At Milky Mama, we are here to support you with both products and education. Our herbal supplements, like Lady Leche™ or Pumping Queen™, are designed to provide extra support when you need it most. These supplements use traditional herbs to help nourish the body and support healthy lactation. If you want to explore the full range, visit our Lactation Supplements collection.

This product is not intended to diagnose, treat, cure, or prevent any disease. Consult with your healthcare provider for medical advice before starting any new herbal supplement.

Conclusion

Feeding your baby is a beautiful, demanding, and deeply personal experience. By focusing on nutrient-dense foods like oats, fatty fish, leafy greens, and lean proteins, you are giving your body the tools it needs to thrive. Remember to stay hydrated, listen to your body’s hunger cues, and be gentle with yourself as you navigate this transition.

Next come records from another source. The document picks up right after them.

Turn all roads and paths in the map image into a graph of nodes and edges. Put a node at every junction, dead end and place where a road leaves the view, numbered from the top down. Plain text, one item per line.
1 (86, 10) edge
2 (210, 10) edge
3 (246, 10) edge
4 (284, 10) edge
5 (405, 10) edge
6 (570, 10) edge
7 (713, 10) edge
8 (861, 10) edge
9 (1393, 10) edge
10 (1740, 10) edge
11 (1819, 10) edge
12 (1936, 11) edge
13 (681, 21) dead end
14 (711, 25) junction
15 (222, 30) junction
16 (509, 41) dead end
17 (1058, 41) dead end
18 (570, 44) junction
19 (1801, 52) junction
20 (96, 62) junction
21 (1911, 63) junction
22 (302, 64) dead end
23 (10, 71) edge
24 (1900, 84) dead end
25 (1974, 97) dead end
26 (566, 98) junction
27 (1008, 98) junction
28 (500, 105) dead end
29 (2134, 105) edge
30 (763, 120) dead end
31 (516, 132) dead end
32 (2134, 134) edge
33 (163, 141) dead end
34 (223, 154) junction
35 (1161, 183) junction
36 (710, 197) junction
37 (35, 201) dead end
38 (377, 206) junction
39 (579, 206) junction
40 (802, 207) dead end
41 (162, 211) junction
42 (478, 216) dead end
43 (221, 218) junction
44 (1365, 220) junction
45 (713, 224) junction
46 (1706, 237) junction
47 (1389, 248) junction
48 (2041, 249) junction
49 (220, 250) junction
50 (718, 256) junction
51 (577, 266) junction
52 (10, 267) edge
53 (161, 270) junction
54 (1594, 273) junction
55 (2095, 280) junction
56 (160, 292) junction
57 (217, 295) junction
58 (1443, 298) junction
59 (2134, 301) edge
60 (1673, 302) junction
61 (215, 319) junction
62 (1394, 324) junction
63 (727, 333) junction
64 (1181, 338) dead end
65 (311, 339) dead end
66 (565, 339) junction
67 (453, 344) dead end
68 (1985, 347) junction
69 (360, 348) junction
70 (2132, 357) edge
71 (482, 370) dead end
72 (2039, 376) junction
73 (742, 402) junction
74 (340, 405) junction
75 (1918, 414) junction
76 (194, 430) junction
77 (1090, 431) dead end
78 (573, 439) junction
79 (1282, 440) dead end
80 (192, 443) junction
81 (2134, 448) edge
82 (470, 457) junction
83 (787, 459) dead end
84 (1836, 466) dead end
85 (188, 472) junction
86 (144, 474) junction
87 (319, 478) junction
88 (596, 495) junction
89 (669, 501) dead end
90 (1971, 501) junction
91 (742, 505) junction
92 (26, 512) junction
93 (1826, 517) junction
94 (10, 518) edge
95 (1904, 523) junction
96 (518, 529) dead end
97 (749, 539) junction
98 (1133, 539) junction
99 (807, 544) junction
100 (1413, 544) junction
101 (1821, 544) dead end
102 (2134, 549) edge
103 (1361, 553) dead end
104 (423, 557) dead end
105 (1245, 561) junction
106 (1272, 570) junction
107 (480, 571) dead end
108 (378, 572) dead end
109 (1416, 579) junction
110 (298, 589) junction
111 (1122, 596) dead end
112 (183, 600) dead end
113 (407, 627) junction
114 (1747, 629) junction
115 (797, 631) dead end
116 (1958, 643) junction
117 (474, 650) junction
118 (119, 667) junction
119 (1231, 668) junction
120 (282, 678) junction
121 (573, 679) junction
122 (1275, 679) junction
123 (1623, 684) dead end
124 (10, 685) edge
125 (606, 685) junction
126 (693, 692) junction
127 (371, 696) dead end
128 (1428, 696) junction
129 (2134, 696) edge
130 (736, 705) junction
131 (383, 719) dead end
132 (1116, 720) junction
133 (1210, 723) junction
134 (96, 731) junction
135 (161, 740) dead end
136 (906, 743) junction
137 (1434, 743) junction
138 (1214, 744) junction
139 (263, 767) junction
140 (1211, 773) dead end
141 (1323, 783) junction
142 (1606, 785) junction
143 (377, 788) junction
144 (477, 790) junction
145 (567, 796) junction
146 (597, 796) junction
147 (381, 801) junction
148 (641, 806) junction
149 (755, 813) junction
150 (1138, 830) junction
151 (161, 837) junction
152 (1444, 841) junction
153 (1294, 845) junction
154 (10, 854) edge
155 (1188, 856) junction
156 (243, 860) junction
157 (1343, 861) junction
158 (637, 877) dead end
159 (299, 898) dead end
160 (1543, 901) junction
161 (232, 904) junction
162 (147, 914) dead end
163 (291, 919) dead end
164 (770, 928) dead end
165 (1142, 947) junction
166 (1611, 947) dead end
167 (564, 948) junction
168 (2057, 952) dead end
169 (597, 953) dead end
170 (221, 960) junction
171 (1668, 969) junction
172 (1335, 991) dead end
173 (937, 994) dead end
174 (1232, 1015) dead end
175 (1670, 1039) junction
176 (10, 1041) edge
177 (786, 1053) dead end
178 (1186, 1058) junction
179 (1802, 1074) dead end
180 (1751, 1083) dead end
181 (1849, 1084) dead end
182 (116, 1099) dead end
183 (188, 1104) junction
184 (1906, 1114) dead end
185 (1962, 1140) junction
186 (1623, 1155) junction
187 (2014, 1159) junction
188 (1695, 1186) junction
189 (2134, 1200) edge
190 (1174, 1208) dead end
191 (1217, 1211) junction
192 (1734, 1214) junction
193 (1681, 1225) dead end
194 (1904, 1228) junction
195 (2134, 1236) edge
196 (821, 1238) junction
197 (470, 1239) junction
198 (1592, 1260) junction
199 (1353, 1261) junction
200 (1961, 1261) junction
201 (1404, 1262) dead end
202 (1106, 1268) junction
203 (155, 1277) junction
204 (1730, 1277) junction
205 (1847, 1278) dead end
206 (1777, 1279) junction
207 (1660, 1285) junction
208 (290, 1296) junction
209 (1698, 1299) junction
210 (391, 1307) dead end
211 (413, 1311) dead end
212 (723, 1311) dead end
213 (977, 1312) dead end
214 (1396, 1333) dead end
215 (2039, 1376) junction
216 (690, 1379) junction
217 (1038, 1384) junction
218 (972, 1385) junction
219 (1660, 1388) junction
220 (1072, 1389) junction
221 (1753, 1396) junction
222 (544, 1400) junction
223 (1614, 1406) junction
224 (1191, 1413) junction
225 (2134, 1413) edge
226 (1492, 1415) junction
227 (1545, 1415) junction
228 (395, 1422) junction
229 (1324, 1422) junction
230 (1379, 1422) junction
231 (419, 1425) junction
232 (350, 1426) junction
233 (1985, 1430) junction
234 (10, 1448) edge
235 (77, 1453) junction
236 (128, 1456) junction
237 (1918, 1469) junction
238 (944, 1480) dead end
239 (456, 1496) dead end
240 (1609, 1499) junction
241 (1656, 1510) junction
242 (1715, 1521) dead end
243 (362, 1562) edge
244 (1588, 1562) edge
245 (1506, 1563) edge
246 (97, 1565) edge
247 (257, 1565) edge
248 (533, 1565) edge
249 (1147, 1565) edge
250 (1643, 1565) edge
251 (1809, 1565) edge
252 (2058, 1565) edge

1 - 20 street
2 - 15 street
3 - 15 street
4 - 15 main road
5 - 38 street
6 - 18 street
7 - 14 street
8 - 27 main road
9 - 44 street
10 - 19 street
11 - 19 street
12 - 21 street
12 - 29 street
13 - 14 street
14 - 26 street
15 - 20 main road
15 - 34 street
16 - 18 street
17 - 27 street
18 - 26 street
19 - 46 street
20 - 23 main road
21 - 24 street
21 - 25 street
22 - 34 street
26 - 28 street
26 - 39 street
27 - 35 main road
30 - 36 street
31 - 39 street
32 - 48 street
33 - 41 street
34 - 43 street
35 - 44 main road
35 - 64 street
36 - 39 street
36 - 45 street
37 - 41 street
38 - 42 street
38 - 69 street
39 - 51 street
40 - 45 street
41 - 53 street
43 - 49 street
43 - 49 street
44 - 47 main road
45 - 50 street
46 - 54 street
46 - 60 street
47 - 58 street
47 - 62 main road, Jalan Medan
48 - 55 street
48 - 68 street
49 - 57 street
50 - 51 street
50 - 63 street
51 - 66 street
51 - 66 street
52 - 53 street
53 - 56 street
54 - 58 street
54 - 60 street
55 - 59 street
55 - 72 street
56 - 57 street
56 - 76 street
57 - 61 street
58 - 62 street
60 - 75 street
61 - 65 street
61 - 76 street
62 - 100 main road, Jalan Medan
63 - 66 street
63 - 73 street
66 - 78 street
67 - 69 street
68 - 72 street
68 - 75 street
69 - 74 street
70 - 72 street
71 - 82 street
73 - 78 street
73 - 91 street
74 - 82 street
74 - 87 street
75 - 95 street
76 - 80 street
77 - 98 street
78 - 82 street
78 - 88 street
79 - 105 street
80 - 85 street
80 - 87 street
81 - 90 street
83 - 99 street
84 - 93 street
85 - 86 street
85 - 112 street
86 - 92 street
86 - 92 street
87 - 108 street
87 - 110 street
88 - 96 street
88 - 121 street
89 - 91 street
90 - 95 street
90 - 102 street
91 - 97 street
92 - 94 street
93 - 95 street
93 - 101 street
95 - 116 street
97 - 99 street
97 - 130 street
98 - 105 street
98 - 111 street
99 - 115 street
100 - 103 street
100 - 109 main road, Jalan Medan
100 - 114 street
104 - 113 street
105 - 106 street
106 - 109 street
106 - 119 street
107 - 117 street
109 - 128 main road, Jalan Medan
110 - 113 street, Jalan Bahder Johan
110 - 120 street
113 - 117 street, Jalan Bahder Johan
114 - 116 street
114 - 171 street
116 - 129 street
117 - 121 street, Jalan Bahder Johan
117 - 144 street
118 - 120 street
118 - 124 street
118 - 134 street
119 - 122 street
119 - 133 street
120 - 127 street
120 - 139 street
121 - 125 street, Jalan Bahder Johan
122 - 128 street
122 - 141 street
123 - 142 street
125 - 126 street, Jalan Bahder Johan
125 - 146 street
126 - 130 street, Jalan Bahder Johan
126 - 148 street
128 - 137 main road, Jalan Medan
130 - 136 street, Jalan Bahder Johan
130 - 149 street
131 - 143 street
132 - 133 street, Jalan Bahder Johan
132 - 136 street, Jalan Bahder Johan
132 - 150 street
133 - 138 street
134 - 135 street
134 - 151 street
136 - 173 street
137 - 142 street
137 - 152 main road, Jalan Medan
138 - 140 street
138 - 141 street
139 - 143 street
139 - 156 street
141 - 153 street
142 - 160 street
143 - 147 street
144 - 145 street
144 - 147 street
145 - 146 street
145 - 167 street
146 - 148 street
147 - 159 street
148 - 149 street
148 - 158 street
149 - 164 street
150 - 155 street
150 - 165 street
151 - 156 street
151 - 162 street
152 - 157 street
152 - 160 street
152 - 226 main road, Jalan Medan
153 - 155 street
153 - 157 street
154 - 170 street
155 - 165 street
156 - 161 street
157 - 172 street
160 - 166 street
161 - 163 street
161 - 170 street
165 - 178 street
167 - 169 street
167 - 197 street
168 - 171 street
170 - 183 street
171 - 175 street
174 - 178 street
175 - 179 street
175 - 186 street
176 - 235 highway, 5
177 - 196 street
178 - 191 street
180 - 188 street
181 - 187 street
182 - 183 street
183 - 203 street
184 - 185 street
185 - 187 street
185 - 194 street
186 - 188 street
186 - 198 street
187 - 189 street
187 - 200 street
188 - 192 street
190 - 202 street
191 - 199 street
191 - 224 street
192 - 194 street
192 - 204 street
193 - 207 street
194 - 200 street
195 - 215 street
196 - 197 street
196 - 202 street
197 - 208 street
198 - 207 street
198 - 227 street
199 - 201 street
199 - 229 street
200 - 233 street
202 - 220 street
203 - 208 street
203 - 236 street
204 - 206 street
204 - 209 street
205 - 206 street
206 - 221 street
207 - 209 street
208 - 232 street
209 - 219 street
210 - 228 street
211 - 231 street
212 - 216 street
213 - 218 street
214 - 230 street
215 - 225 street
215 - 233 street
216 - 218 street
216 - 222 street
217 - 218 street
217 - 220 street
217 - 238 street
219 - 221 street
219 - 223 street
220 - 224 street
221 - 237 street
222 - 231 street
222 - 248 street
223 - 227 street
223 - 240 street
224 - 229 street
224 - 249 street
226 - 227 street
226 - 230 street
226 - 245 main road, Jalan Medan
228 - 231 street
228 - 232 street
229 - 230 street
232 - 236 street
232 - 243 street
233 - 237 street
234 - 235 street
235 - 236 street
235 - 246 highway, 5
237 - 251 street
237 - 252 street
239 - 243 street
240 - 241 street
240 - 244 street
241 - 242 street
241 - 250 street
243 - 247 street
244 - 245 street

  • Prioritize Iron and DHA: Foods like oats and salmon support both your energy and your baby’s brain development.
  • Stay Hydrated: Drink to thirst and consider electrolyte-rich drinks to stay fueled.
  • Prepare Ahead: Use batch cooking and one-handed snacks to make healthy eating easier.
  • Seek Support: If you have concerns about supply, reach out to a lactation professional.

You are doing an amazing job. Your well-being matters just as much as your baby's, and nourishing yourself is the first step in a successful breastfeeding journey.

If you are looking for an easy and delicious way to support your supply, check out our lactation treats and lactation drinks. We’ve done the work to include the best galactagogues so you can focus on bonding with your baby.

FAQ

Can certain foods really increase my milk supply?

While no food is a "magic fix," certain foods known as galactagogues contain nutrients like iron and fiber that support the hormones involved in milk production. Foods like oats, brewer's yeast, and flaxseed are traditionally used to help many parents maintain a healthy supply. However, frequent milk removal through nursing or pumping remains the most important factor in milk production. For more on how output can differ between pumping and nursing, see our guide on why pump output and breastfeeding intake are not always the same.

Do I need to avoid spicy foods while breastfeeding?

For most babies, spicy foods are perfectly fine. The flavors of what you eat do pass into your milk, which can actually help your baby become more accepting of different tastes when they start solid foods later. If you notice your baby is particularly fussy or has a skin reaction after you eat something very spicy, you can try eliminating it for a few days to see if their behavior improves.

How much water should I drink every day?

There is no "one size fits all" number, but a common recommendation is to aim for about 100 to 128 ounces of total fluids per day. A simple way to stay on track is to drink a large glass of water every time you nurse or pump. Pay attention to your thirst and the color of your urine; pale yellow usually indicates you are well-hydrated. If you want more ideas for building a pumping routine, our guide on how to support milk supply while exclusively pumping may help.

Is it safe to take lactation supplements?

Most herbal lactation supplements are safe for breastfeeding parents and have been used for generations. However, it is always best to consult with your healthcare provider or an IBCLC before starting a new supplement, especially if you have an underlying medical condition or are taking other medications. Some herbs may interact with certain health conditions, so professional guidance is always recommended. You can also browse our Lactation Support blog for more education on common breastfeeding challenges and product timing.


Disclaimer: This content is for informational purposes only and does not constitute medical advice. Always seek the advice of your physician, lactation consultant, or other qualified health provider with any questions you may have regarding a medical condition or your breastfeeding journey.